• **What you will do**: Quote the records that follow in full, leaving the pictures out.

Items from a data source

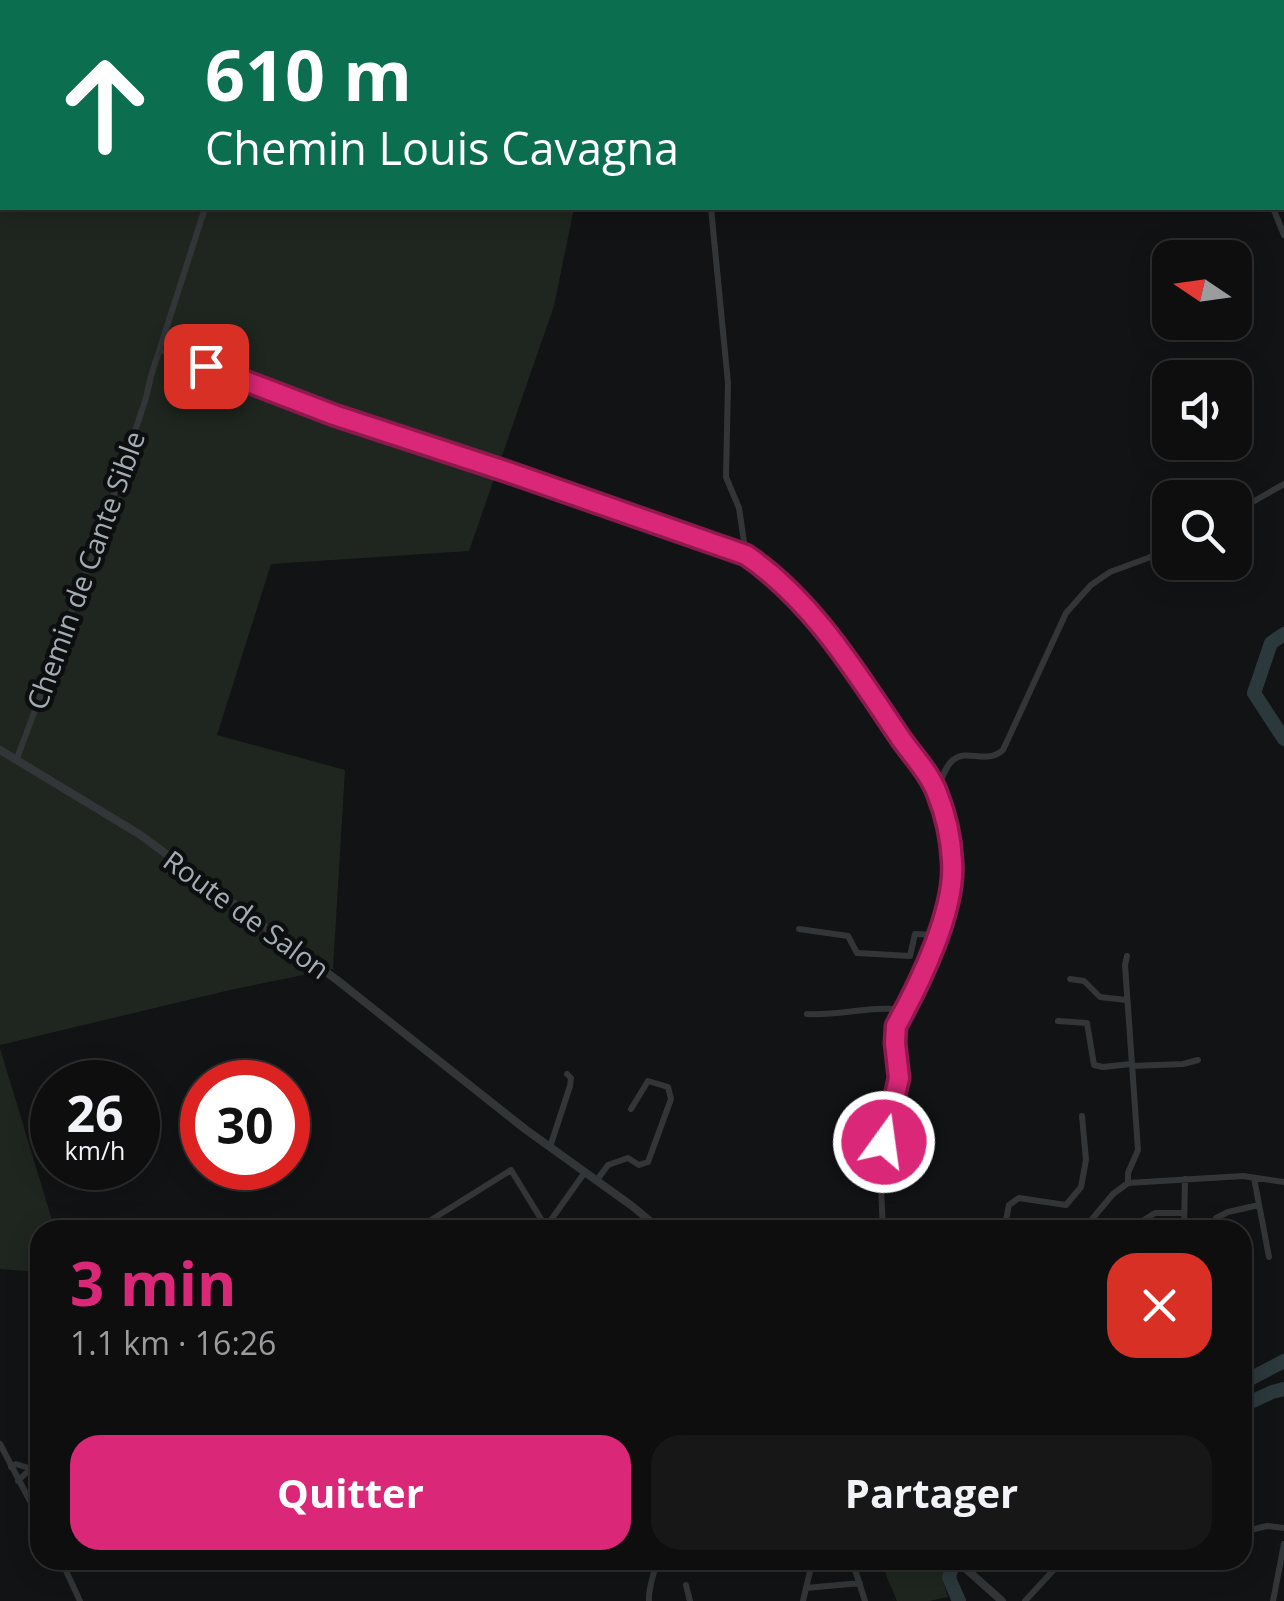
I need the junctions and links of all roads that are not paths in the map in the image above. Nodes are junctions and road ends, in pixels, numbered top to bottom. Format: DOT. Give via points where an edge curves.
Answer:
graph roads {
  1 [pos="203,210"];
  2 [pos="711,210"];
  3 [pos="1274,210"];
  4 [pos="1284,235"];
  5 [pos="160,350"];
  6 [pos="1284,484"];
  7 [pos="1252,502"];
  8 [pos="746,555"];
  9 [pos="1152,556"];
  10 [pos="0,750"];
  11 [pos="16,760"];
  12 [pos="937,791"];
  13 [pos="798,928"];
  14 [pos="939,935"];
  15 [pos="1127,956"];
  16 [pos="1070,979"];
  17 [pos="1127,1000"];
  18 [pos="905,1010"];
  19 [pos="807,1014"];
  20 [pos="1058,1022"];
  21 [pos="1198,1060"];
  22 [pos="1132,1065"];
  23 [pos="567,1074"];
  24 [pos="631,1108"];
  25 [pos="1082,1116"];
  26 [pos="550,1147"];
  27 [pos="585,1172"];
  28 [pos="1254,1178"];
  29 [pos="1185,1179"];
  30 [pos="597,1180"];
  31 [pos="1284,1182"];
  32 [pos="1128,1183"];
  33 [pos="1260,1205"];
  34 [pos="1184,1214"];
  35 [pos="1216,1218"];
  36 [pos="431,1220"];
  37 [pos="539,1220"];
  38 [pos="549,1220"];
  39 [pos="647,1220"];
  40 [pos="883,1220"];
  41 [pos="1006,1220"];
  42 [pos="1091,1220"];
  43 [pos="1144,1220"];
  44 [pos="1184,1220"];
  45 [pos="1269,1256"];
  46 [pos="0,1444"];
  47 [pos="12,1467"];
  48 [pos="30,1468"];
  49 [pos="30,1472"];
  50 [pos="18,1480"];
  51 [pos="30,1502"];
  52 [pos="1284,1528"];
  53 [pos="1252,1530"];
  54 [pos="1284,1544"];
  55 [pos="66,1570"];
  56 [pos="656,1570"];
  57 [pos="809,1570"];
  58 [pos="855,1570"];
  59 [pos="968,1570"];
  60 [pos="1054,1570"];
  61 [pos="860,1583"];
  62 [pos="686,1585"];
  63 [pos="806,1588"];
  64 [pos="80,1601"];
  65 [pos="649,1601"];
  66 [pos="690,1601"];
  67 [pos="803,1601"];
  68 [pos="865,1601"];
  69 [pos="1002,1601"];
  70 [pos="1025,1601"];
  71 [pos="1273,1601"];
  1 -- 5 [label="street, Chemin de Cante Sible"];
  2 -- 8 [label="street" via="728,383 726,477"];
  3 -- 4 [label="street"];
  5 -- 8 [label="street"];
  5 -- 11 [label="street, Chemin de Cante Sible"];
  6 -- 7 [label="street"];
  8 -- 12 [label="street" via="834,642"];
  9 -- 12 [label="street" via="1091,585 1066,613 1004,750 990,758 955,758"];
  10 -- 11 [label="street, Route de Salon"];
  11 -- 26 [label="street, Route de Salon" via="139,834"];
  12 -- 14 [label="street" via="952,858"];
  13 -- 14 [label="street" via="848,936 857,953 910,956 915,934"];
  14 -- 18 [label="street"];
  15 -- 17 [label="street"];
  16 -- 17 [label="street" via="1084,981 1100,998"];
  17 -- 22 [label="street"];
  18 -- 19 [label="street"];
  18 -- 40 [label="street" via="895,1033 899,1078 880,1166"];
  20 -- 22 [label="street" via="1087,1024 1094,1065"];
  21 -- 22 [label="street"];
  22 -- 32 [label="street" via="1138,1150"];
  23 -- 26 [label="street" via="570,1086"];
  24 -- 30 [label="street" via="648,1081 668,1087 670,1099 648,1162 628,1158 608,1165"];
  25 -- 41 [label="street" via="1081,1186 1066,1204 1019,1198 1009,1205"];
  26 -- 27 [label="street, Route de Salon"];
  27 -- 30 [label="street, Route de Salon"];
  27 -- 38 [label="street"];
  28 -- 29 [label="street"];
  28 -- 31 [label="street"];
  28 -- 33 [label="street"];
  29 -- 32 [label="street"];
  29 -- 34 [label="street"];
  30 -- 39 [label="street, Route de Salon"];
  32 -- 42 [label="street"];
  33 -- 35 [label="street"];
  33 -- 45 [label="street"];
  34 -- 43 [label="street" via="1155,1213"];
  34 -- 44 [label="street"];
  36 -- 37 [label="street" via="511,1170"];
  46 -- 47 [label="street"];
  47 -- 48 [label="street"];
  47 -- 50 [label="street"];
  49 -- 50 [label="street"];
  50 -- 51 [label="street"];
  52 -- 53 [label="street"];
  54 -- 71 [label="street"];
  55 -- 64 [label="street"];
  56 -- 65 [label="street"];
  57 -- 63 [label="street"];
  58 -- 61 [label="street"];
  59 -- 69 [label="street"];
  60 -- 70 [label="street"];
  61 -- 63 [label="street"];
  61 -- 68 [label="street"];
  62 -- 66 [label="street"];
  63 -- 67 [label="street"];
}
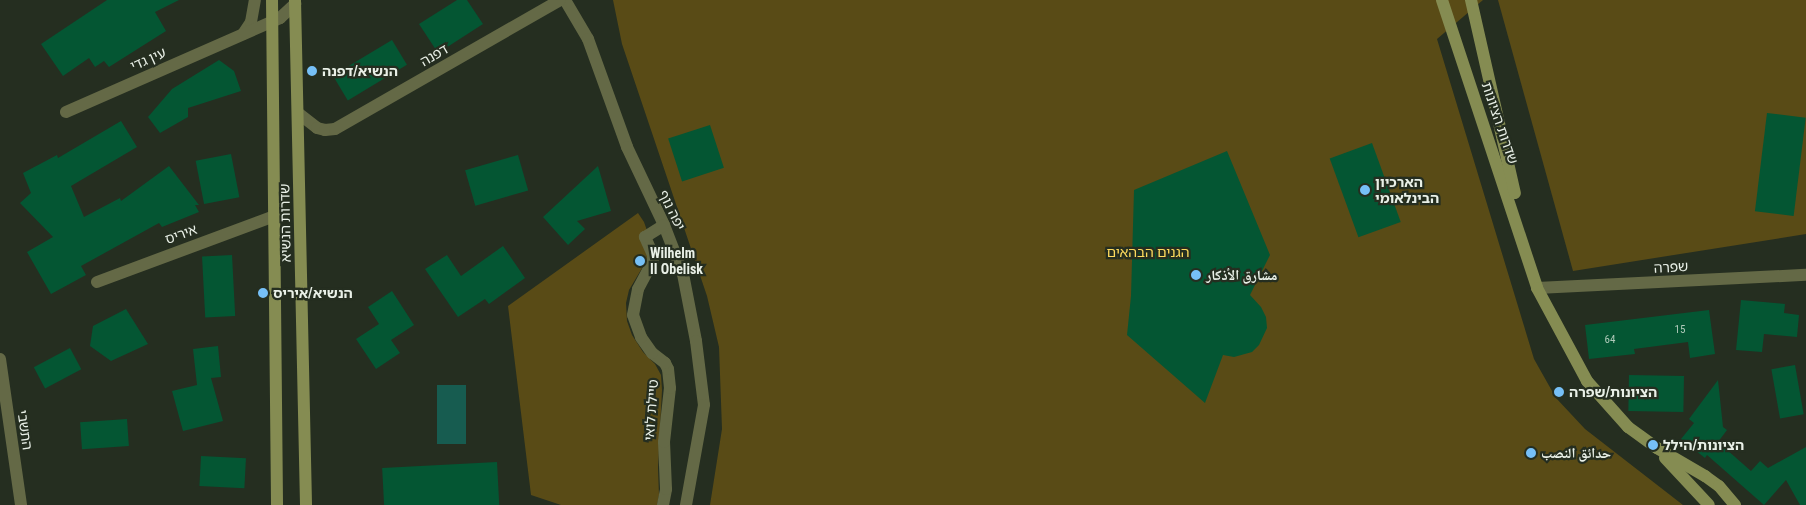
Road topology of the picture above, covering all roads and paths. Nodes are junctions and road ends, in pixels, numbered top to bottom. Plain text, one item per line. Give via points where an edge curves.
1 (255, 0) edge
2 (272, 0) edge
3 (560, 0) edge
4 (565, 0) edge
5 (1442, 0) edge
6 (1471, 0) edge
7 (295, 2) edge
8 (272, 22) junction
9 (243, 34) junction
10 (66, 112) dead end
11 (298, 113) junction
12 (274, 216) junction
13 (664, 226) junction
14 (1529, 257) junction
15 (1806, 276) edge
16 (98, 282) dead end
17 (1537, 288) junction
18 (0, 359) edge
19 (1657, 448) junction
20 (21, 505) edge
21 (276, 505) edge
22 (306, 505) edge
23 (663, 505) edge
24 (686, 505) edge
25 (1709, 505) edge
26 (1735, 505) edge

1 - 9 street via 251,22
2 - 8 street, שדרות הנשיא
3 - 11 street, דפנה via 340,127 317,128
4 - 13 street, יפה נוף via 588,39 626,147
5 - 14 street, שדרות הציונות
6 - 14 street, שדרות הציונות
7 - 8 street, עין גדי via 287,14
7 - 11 street, שדרות הנשיא
8 - 9 street, עין גדי
8 - 12 street, שדרות הנשיא
9 - 10 street, עין גדי
11 - 22 street, שדרות הנשיא
12 - 16 street, איריס
12 - 21 street, שדרות הנשיא
13 - 23 street, טיילת לואי via 645,237 653,261 638,288 633,314 641,337 668,369 670,388 664,442 666,489
13 - 24 street, יפה נוף via 683,274 704,405
14 - 17 street, שדרות הציונות
15 - 17 street, שפרה
17 - 19 street, שדרות הציונות via 1587,381 1615,415
18 - 20 street, התשבי
19 - 25 street, שדרות הציונות
19 - 26 street, שדרות הציונות via 1719,486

• **Response to this task**:
I need the junctions and links of all roads that are not paths in the map in the image above. Nodes are junctions and road ends, in pixels, numbered top to bottom. Format: DOT. Give via points where an edge curves.
Answer:
graph roads {
  1 [pos="203,210"];
  2 [pos="711,210"];
  3 [pos="1274,210"];
  4 [pos="1284,235"];
  5 [pos="160,350"];
  6 [pos="1284,484"];
  7 [pos="1252,502"];
  8 [pos="746,555"];
  9 [pos="1152,556"];
  10 [pos="0,750"];
  11 [pos="16,760"];
  12 [pos="937,791"];
  13 [pos="798,928"];
  14 [pos="939,935"];
  15 [pos="1127,956"];
  16 [pos="1070,979"];
  17 [pos="1127,1000"];
  18 [pos="905,1010"];
  19 [pos="807,1014"];
  20 [pos="1058,1022"];
  21 [pos="1198,1060"];
  22 [pos="1132,1065"];
  23 [pos="567,1074"];
  24 [pos="631,1108"];
  25 [pos="1082,1116"];
  26 [pos="550,1147"];
  27 [pos="585,1172"];
  28 [pos="1254,1178"];
  29 [pos="1185,1179"];
  30 [pos="597,1180"];
  31 [pos="1284,1182"];
  32 [pos="1128,1183"];
  33 [pos="1260,1205"];
  34 [pos="1184,1214"];
  35 [pos="1216,1218"];
  36 [pos="431,1220"];
  37 [pos="539,1220"];
  38 [pos="549,1220"];
  39 [pos="647,1220"];
  40 [pos="883,1220"];
  41 [pos="1006,1220"];
  42 [pos="1091,1220"];
  43 [pos="1144,1220"];
  44 [pos="1184,1220"];
  45 [pos="1269,1256"];
  46 [pos="0,1444"];
  47 [pos="12,1467"];
  48 [pos="30,1468"];
  49 [pos="30,1472"];
  50 [pos="18,1480"];
  51 [pos="30,1502"];
  52 [pos="1284,1528"];
  53 [pos="1252,1530"];
  54 [pos="1284,1544"];
  55 [pos="66,1570"];
  56 [pos="656,1570"];
  57 [pos="809,1570"];
  58 [pos="855,1570"];
  59 [pos="968,1570"];
  60 [pos="1054,1570"];
  61 [pos="860,1583"];
  62 [pos="686,1585"];
  63 [pos="806,1588"];
  64 [pos="80,1601"];
  65 [pos="649,1601"];
  66 [pos="690,1601"];
  67 [pos="803,1601"];
  68 [pos="865,1601"];
  69 [pos="1002,1601"];
  70 [pos="1025,1601"];
  71 [pos="1273,1601"];
  1 -- 5 [label="street, Chemin de Cante Sible"];
  2 -- 8 [label="street" via="728,383 726,477"];
  3 -- 4 [label="street"];
  5 -- 8 [label="street"];
  5 -- 11 [label="street, Chemin de Cante Sible"];
  6 -- 7 [label="street"];
  8 -- 12 [label="street" via="834,642"];
  9 -- 12 [label="street" via="1091,585 1066,613 1004,750 990,758 955,758"];
  10 -- 11 [label="street, Route de Salon"];
  11 -- 26 [label="street, Route de Salon" via="139,834"];
  12 -- 14 [label="street" via="952,858"];
  13 -- 14 [label="street" via="848,936 857,953 910,956 915,934"];
  14 -- 18 [label="street"];
  15 -- 17 [label="street"];
  16 -- 17 [label="street" via="1084,981 1100,998"];
  17 -- 22 [label="street"];
  18 -- 19 [label="street"];
  18 -- 40 [label="street" via="895,1033 899,1078 880,1166"];
  20 -- 22 [label="street" via="1087,1024 1094,1065"];
  21 -- 22 [label="street"];
  22 -- 32 [label="street" via="1138,1150"];
  23 -- 26 [label="street" via="570,1086"];
  24 -- 30 [label="street" via="648,1081 668,1087 670,1099 648,1162 628,1158 608,1165"];
  25 -- 41 [label="street" via="1081,1186 1066,1204 1019,1198 1009,1205"];
  26 -- 27 [label="street, Route de Salon"];
  27 -- 30 [label="street, Route de Salon"];
  27 -- 38 [label="street"];
  28 -- 29 [label="street"];
  28 -- 31 [label="street"];
  28 -- 33 [label="street"];
  29 -- 32 [label="street"];
  29 -- 34 [label="street"];
  30 -- 39 [label="street, Route de Salon"];
  32 -- 42 [label="street"];
  33 -- 35 [label="street"];
  33 -- 45 [label="street"];
  34 -- 43 [label="street" via="1155,1213"];
  34 -- 44 [label="street"];
  36 -- 37 [label="street" via="511,1170"];
  46 -- 47 [label="street"];
  47 -- 48 [label="street"];
  47 -- 50 [label="street"];
  49 -- 50 [label="street"];
  50 -- 51 [label="street"];
  52 -- 53 [label="street"];
  54 -- 71 [label="street"];
  55 -- 64 [label="street"];
  56 -- 65 [label="street"];
  57 -- 63 [label="street"];
  58 -- 61 [label="street"];
  59 -- 69 [label="street"];
  60 -- 70 [label="street"];
  61 -- 63 [label="street"];
  61 -- 68 [label="street"];
  62 -- 66 [label="street"];
  63 -- 67 [label="street"];
}
Road topology of the picture above, covering all roads and paths. Nodes are junctions and road ends, in pixels, numbered top to bottom. Plain text, one item per line. Give via points where an edge curves.
1 (255, 0) edge
2 (272, 0) edge
3 (560, 0) edge
4 (565, 0) edge
5 (1442, 0) edge
6 (1471, 0) edge
7 (295, 2) edge
8 (272, 22) junction
9 (243, 34) junction
10 (66, 112) dead end
11 (298, 113) junction
12 (274, 216) junction
13 (664, 226) junction
14 (1529, 257) junction
15 (1806, 276) edge
16 (98, 282) dead end
17 (1537, 288) junction
18 (0, 359) edge
19 (1657, 448) junction
20 (21, 505) edge
21 (276, 505) edge
22 (306, 505) edge
23 (663, 505) edge
24 (686, 505) edge
25 (1709, 505) edge
26 (1735, 505) edge

1 - 9 street via 251,22
2 - 8 street, שדרות הנשיא
3 - 11 street, דפנה via 340,127 317,128
4 - 13 street, יפה נוף via 588,39 626,147
5 - 14 street, שדרות הציונות
6 - 14 street, שדרות הציונות
7 - 8 street, עין גדי via 287,14
7 - 11 street, שדרות הנשיא
8 - 9 street, עין גדי
8 - 12 street, שדרות הנשיא
9 - 10 street, עין גדי
11 - 22 street, שדרות הנשיא
12 - 16 street, איריס
12 - 21 street, שדרות הנשיא
13 - 23 street, טיילת לואי via 645,237 653,261 638,288 633,314 641,337 668,369 670,388 664,442 666,489
13 - 24 street, יפה נוף via 683,274 704,405
14 - 17 street, שדרות הציונות
15 - 17 street, שפרה
17 - 19 street, שדרות הציונות via 1587,381 1615,415
18 - 20 street, התשבי
19 - 25 street, שדרות הציונות
19 - 26 street, שדרות הציונות via 1719,486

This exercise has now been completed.